Requiem for Ground Zero
19 - 22 Jul in the Studio
Anticipated running time: 1 hours, 30 minutes
Please note this is an estimated running time and may be subject to change
This acclaimed eulogy to the thousands of victims of 9/11 sums up the horror and lasting human damage of that day. Berkoff recasts the terrorist strike as a procession of powerful and resonant images – a window cleaner wipes the eyes of the World Trade Centre – the better to see its impending doom.

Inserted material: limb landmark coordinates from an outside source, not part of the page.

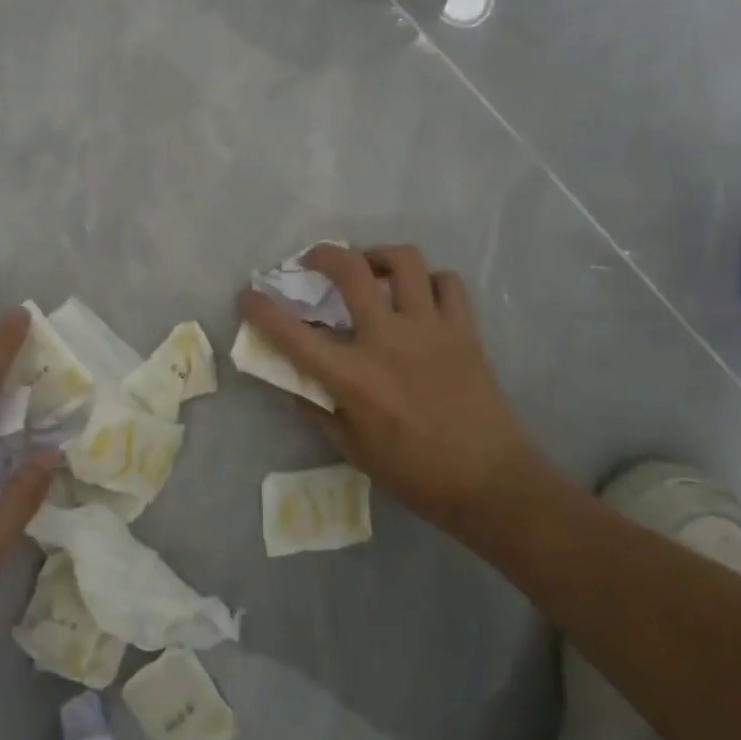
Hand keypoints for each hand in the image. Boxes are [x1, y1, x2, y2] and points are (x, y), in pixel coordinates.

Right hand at [239, 243, 544, 541]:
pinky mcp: (464, 331)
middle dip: (324, 254)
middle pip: (351, 271)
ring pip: (404, 262)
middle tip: (315, 261)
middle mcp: (387, 341)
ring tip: (371, 270)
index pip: (293, 334)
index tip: (247, 295)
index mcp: (354, 377)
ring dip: (379, 257)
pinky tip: (421, 297)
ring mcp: (430, 330)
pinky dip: (430, 281)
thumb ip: (319, 410)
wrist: (493, 484)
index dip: (261, 310)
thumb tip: (295, 384)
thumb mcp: (354, 450)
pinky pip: (448, 283)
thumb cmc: (417, 474)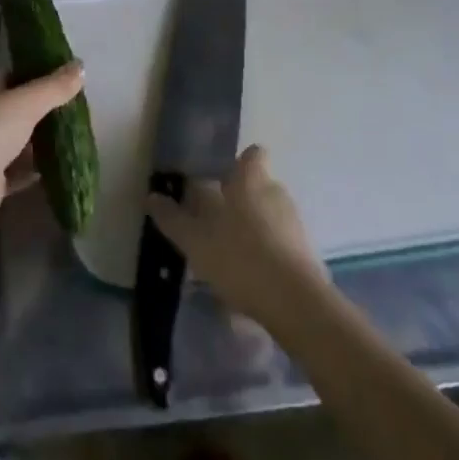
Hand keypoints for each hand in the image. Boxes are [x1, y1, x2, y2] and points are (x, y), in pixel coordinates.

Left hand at [0, 63, 83, 257]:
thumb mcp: (25, 104)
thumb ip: (54, 87)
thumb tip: (81, 65)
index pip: (16, 73)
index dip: (42, 74)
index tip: (72, 80)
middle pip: (19, 107)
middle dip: (47, 110)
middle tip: (81, 112)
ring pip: (20, 139)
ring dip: (43, 140)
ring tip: (79, 138)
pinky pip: (18, 170)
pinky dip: (35, 169)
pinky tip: (61, 168)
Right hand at [145, 145, 329, 330]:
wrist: (296, 304)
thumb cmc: (240, 258)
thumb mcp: (195, 240)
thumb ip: (172, 218)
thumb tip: (151, 196)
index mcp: (251, 180)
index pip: (252, 154)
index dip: (239, 164)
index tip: (220, 180)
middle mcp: (276, 193)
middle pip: (259, 186)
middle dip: (241, 201)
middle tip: (216, 223)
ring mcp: (295, 224)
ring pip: (271, 216)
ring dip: (254, 229)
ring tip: (231, 255)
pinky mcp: (307, 255)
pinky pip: (282, 245)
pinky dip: (268, 255)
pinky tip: (250, 279)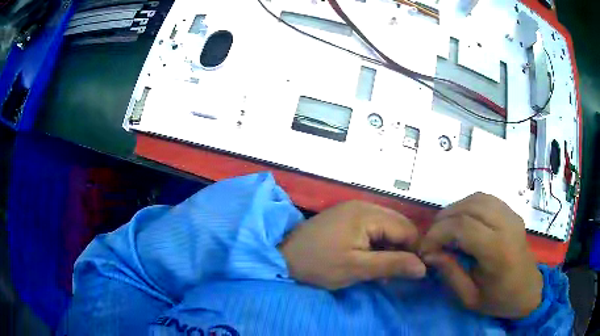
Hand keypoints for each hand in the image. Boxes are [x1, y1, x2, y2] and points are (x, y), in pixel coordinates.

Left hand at [279, 201, 426, 289]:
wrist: (282, 257)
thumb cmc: (318, 264)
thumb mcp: (356, 268)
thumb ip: (392, 265)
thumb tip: (423, 267)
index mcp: (368, 213)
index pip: (406, 229)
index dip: (414, 250)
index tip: (414, 272)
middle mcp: (364, 205)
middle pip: (398, 226)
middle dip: (401, 249)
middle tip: (394, 273)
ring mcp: (354, 209)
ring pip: (387, 228)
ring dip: (389, 249)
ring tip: (381, 272)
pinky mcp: (347, 217)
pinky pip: (373, 229)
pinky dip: (376, 245)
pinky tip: (370, 261)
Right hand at [420, 193, 542, 318]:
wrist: (527, 291)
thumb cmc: (499, 300)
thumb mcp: (469, 298)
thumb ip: (450, 273)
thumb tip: (431, 253)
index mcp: (498, 251)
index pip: (463, 227)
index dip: (438, 233)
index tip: (425, 248)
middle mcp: (507, 225)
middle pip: (469, 207)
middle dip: (444, 219)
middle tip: (432, 237)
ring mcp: (512, 216)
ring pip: (478, 198)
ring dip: (456, 209)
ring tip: (444, 228)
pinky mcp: (512, 213)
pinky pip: (487, 199)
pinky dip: (469, 206)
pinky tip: (463, 221)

On September 11, 2001, 19 militants associated with the Islamic extremist group Al-Qaeda hijacked four airliners and carried out suicide attacks against targets in the United States. Two of the planes were flown into the twin towers of the World Trade Centre in New York City, a third plane hit the Pentagon just outside Washington, D.C., and the fourth plane crashed in a field in Pennsylvania. Often referred to as 9/11, the attacks resulted in extensive death and destruction, triggering major U.S. initiatives to combat terrorism and defining the presidency of George W. Bush. Over 3,000 people were killed during the attacks in New York City and Washington, D.C., including more than 400 police officers and firefighters.
‘We have been inundated from childhood with the weird and wonderful spirit of New York and it has achieved mythic proportions in our heads. When it got hit, the shockwave that went through Britain was unbelievable. This poem is merely a result of that wave.’
The 100 verses of this epic poem were first performed by the author – regarded by many as the world’s greatest living theatre practitioner – as a solo work in progress at the Edinburgh Fringe in 2002, with staff and members of Stage2 in the audience. It was then premiered, with Berkoff’s support, by Stage2 in January 2004. Now young people from the West Midlands’ diverse cultures reprise the piece to demonstrate that, much as it was written as a response to events in the past – it is just as much a plea for the future.
‘We have the right to live our lives in peace,
By common consent with all humanity.